WHAT THE EXERCISE ASKS: Restating the data word for word is all that is required.

=== DATA ===

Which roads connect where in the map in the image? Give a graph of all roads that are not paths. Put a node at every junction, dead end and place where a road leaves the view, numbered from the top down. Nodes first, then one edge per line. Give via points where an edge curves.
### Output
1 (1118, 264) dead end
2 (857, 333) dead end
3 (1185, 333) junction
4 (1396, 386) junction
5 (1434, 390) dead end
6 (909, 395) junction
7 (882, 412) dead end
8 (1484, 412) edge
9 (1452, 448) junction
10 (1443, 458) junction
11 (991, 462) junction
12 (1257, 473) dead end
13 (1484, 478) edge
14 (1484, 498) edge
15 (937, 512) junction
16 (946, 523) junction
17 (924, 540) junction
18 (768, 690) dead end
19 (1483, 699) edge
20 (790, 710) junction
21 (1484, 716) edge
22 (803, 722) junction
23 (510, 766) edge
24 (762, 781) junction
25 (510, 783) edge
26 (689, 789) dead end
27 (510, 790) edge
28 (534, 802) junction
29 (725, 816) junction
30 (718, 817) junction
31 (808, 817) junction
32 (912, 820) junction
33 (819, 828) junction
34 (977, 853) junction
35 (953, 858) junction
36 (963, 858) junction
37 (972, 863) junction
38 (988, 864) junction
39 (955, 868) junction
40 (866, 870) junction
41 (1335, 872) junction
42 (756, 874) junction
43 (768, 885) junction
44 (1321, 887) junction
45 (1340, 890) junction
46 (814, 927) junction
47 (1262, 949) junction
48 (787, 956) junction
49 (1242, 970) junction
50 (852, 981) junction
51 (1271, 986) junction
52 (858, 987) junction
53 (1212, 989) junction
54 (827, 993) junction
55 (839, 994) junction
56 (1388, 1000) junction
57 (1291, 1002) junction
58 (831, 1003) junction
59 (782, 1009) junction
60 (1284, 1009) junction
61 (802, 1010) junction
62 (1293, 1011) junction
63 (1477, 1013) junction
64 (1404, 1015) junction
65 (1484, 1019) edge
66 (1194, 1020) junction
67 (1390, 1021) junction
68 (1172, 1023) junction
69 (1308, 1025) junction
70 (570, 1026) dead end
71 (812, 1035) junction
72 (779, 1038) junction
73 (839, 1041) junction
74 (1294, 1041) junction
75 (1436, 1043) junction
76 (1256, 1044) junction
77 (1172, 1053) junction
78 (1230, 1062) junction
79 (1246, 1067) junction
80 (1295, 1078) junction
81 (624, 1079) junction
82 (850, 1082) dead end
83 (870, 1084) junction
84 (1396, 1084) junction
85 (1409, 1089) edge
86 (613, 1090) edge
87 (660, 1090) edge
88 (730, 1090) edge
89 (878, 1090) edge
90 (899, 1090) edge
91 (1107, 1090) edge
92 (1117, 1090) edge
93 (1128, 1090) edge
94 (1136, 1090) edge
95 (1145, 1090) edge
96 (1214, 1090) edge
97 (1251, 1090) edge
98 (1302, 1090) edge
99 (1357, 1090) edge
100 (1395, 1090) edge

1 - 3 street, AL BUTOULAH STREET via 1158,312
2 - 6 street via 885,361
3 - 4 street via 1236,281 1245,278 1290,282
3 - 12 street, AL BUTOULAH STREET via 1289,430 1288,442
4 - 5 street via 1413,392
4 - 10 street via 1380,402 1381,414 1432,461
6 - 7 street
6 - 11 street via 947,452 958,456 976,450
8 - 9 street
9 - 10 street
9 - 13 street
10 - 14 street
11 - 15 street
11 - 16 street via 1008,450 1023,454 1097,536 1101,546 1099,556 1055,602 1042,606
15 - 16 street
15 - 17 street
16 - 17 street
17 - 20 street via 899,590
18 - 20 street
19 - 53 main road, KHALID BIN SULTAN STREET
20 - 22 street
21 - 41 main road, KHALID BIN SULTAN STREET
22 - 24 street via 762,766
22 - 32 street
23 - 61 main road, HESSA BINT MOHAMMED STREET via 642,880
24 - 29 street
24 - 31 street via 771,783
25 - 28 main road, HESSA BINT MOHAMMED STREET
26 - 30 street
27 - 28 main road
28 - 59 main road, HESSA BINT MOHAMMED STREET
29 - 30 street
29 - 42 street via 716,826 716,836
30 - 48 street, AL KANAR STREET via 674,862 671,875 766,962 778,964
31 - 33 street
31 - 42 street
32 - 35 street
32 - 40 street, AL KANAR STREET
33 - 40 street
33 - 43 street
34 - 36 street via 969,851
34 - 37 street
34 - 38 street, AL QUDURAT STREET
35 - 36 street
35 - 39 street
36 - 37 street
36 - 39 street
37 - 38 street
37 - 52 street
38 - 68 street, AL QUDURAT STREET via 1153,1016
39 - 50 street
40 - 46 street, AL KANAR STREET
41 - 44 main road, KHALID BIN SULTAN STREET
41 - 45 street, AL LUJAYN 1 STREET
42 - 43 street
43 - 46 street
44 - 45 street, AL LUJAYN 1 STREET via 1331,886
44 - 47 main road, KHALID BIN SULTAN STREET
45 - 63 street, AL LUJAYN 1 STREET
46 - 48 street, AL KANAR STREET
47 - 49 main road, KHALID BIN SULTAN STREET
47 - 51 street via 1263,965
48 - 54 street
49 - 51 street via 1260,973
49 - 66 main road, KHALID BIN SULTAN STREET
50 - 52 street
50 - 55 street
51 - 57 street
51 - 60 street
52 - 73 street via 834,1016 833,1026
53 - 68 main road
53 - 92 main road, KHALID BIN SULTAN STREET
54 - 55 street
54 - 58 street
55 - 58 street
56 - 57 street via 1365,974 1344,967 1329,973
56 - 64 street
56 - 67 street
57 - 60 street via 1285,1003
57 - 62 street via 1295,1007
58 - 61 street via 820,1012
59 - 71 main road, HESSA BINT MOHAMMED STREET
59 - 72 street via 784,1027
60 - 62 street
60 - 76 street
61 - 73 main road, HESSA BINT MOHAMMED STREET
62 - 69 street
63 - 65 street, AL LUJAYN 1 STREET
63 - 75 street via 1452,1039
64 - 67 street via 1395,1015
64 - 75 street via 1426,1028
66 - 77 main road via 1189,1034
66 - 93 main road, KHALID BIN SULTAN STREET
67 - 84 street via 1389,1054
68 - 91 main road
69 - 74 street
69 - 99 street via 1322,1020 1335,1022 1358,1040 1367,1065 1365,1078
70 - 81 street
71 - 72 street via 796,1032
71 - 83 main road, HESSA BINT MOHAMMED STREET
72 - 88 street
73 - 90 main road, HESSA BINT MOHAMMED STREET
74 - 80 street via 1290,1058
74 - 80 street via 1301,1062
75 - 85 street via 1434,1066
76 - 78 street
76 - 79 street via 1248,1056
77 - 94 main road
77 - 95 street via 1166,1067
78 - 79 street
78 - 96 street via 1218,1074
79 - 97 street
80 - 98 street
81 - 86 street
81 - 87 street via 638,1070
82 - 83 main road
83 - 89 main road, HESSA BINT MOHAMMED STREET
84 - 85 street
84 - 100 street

===

RESPONSE BELOW:
Which roads connect where in the map in the image? Give a graph of all roads that are not paths. Put a node at every junction, dead end and place where a road leaves the view, numbered from the top down. Nodes first, then one edge per line. Give via points where an edge curves.
### Output
1 (1118, 264) dead end
2 (857, 333) dead end
3 (1185, 333) junction
4 (1396, 386) junction
5 (1434, 390) dead end
6 (909, 395) junction
7 (882, 412) dead end
8 (1484, 412) edge
9 (1452, 448) junction
10 (1443, 458) junction
11 (991, 462) junction
12 (1257, 473) dead end
13 (1484, 478) edge
14 (1484, 498) edge
15 (937, 512) junction
16 (946, 523) junction
17 (924, 540) junction
18 (768, 690) dead end
19 (1483, 699) edge
20 (790, 710) junction
21 (1484, 716) edge
22 (803, 722) junction
23 (510, 766) edge
24 (762, 781) junction
25 (510, 783) edge
26 (689, 789) dead end
27 (510, 790) edge
28 (534, 802) junction
29 (725, 816) junction
30 (718, 817) junction
31 (808, 817) junction
32 (912, 820) junction
33 (819, 828) junction
34 (977, 853) junction
35 (953, 858) junction
36 (963, 858) junction
37 (972, 863) junction
38 (988, 864) junction
39 (955, 868) junction
40 (866, 870) junction
41 (1335, 872) junction
42 (756, 874) junction
43 (768, 885) junction
44 (1321, 887) junction
45 (1340, 890) junction
46 (814, 927) junction
47 (1262, 949) junction
48 (787, 956) junction
49 (1242, 970) junction
50 (852, 981) junction
51 (1271, 986) junction
52 (858, 987) junction
53 (1212, 989) junction
54 (827, 993) junction
55 (839, 994) junction
56 (1388, 1000) junction
57 (1291, 1002) junction
58 (831, 1003) junction
59 (782, 1009) junction
60 (1284, 1009) junction
61 (802, 1010) junction
62 (1293, 1011) junction
63 (1477, 1013) junction
64 (1404, 1015) junction
65 (1484, 1019) edge
66 (1194, 1020) junction
67 (1390, 1021) junction
68 (1172, 1023) junction
69 (1308, 1025) junction
70 (570, 1026) dead end
71 (812, 1035) junction
72 (779, 1038) junction
73 (839, 1041) junction
74 (1294, 1041) junction
75 (1436, 1043) junction
76 (1256, 1044) junction
77 (1172, 1053) junction
78 (1230, 1062) junction
79 (1246, 1067) junction
80 (1295, 1078) junction
81 (624, 1079) junction
82 (850, 1082) dead end
83 (870, 1084) junction
84 (1396, 1084) junction
85 (1409, 1089) edge
86 (613, 1090) edge
87 (660, 1090) edge
88 (730, 1090) edge
89 (878, 1090) edge
90 (899, 1090) edge
91 (1107, 1090) edge
92 (1117, 1090) edge
93 (1128, 1090) edge
94 (1136, 1090) edge
95 (1145, 1090) edge
96 (1214, 1090) edge
97 (1251, 1090) edge
98 (1302, 1090) edge
99 (1357, 1090) edge
100 (1395, 1090) edge

1 - 3 street, AL BUTOULAH STREET via 1158,312
2 - 6 street via 885,361
3 - 4 street via 1236,281 1245,278 1290,282
3 - 12 street, AL BUTOULAH STREET via 1289,430 1288,442
4 - 5 street via 1413,392
4 - 10 street via 1380,402 1381,414 1432,461
6 - 7 street
6 - 11 street via 947,452 958,456 976,450
8 - 9 street
9 - 10 street
9 - 13 street
10 - 14 street
11 - 15 street
11 - 16 street via 1008,450 1023,454 1097,536 1101,546 1099,556 1055,602 1042,606
15 - 16 street
15 - 17 street
16 - 17 street
17 - 20 street via 899,590
18 - 20 street
19 - 53 main road, KHALID BIN SULTAN STREET
20 - 22 street
21 - 41 main road, KHALID BIN SULTAN STREET
22 - 24 street via 762,766
22 - 32 street
23 - 61 main road, HESSA BINT MOHAMMED STREET via 642,880
24 - 29 street
24 - 31 street via 771,783
25 - 28 main road, HESSA BINT MOHAMMED STREET
26 - 30 street
27 - 28 main road
28 - 59 main road, HESSA BINT MOHAMMED STREET
29 - 30 street
29 - 42 street via 716,826 716,836
30 - 48 street, AL KANAR STREET via 674,862 671,875 766,962 778,964
31 - 33 street
31 - 42 street
32 - 35 street
32 - 40 street, AL KANAR STREET
33 - 40 street
33 - 43 street
34 - 36 street via 969,851
34 - 37 street
34 - 38 street, AL QUDURAT STREET
35 - 36 street
35 - 39 street
36 - 37 street
36 - 39 street
37 - 38 street
37 - 52 street
38 - 68 street, AL QUDURAT STREET via 1153,1016
39 - 50 street
40 - 46 street, AL KANAR STREET
41 - 44 main road, KHALID BIN SULTAN STREET
41 - 45 street, AL LUJAYN 1 STREET
42 - 43 street
43 - 46 street
44 - 45 street, AL LUJAYN 1 STREET via 1331,886
44 - 47 main road, KHALID BIN SULTAN STREET
45 - 63 street, AL LUJAYN 1 STREET
46 - 48 street, AL KANAR STREET
47 - 49 main road, KHALID BIN SULTAN STREET
47 - 51 street via 1263,965
48 - 54 street
49 - 51 street via 1260,973
49 - 66 main road, KHALID BIN SULTAN STREET
50 - 52 street
50 - 55 street
51 - 57 street
51 - 60 street
52 - 73 street via 834,1016 833,1026
53 - 68 main road
53 - 92 main road, KHALID BIN SULTAN STREET
54 - 55 street
54 - 58 street
55 - 58 street
56 - 57 street via 1365,974 1344,967 1329,973
56 - 64 street
56 - 67 street
57 - 60 street via 1285,1003
57 - 62 street via 1295,1007
58 - 61 street via 820,1012
59 - 71 main road, HESSA BINT MOHAMMED STREET
59 - 72 street via 784,1027
60 - 62 street
60 - 76 street
61 - 73 main road, HESSA BINT MOHAMMED STREET
62 - 69 street
63 - 65 street, AL LUJAYN 1 STREET
63 - 75 street via 1452,1039
64 - 67 street via 1395,1015
64 - 75 street via 1426,1028
66 - 77 main road via 1189,1034
66 - 93 main road, KHALID BIN SULTAN STREET
67 - 84 street via 1389,1054
68 - 91 main road
69 - 74 street
69 - 99 street via 1322,1020 1335,1022 1358,1040 1367,1065 1365,1078
70 - 81 street
71 - 72 street via 796,1032
71 - 83 main road, HESSA BINT MOHAMMED STREET
72 - 88 street
73 - 90 main road, HESSA BINT MOHAMMED STREET
74 - 80 street via 1290,1058
74 - 80 street via 1301,1062
75 - 85 street via 1434,1066
76 - 78 street
76 - 79 street via 1248,1056
77 - 94 main road
77 - 95 street via 1166,1067
78 - 79 street
78 - 96 street via 1218,1074
79 - 97 street
80 - 98 street
81 - 86 street
81 - 87 street via 638,1070
82 - 83 main road
83 - 89 main road, HESSA BINT MOHAMMED STREET
84 - 85 street
84 - 100 street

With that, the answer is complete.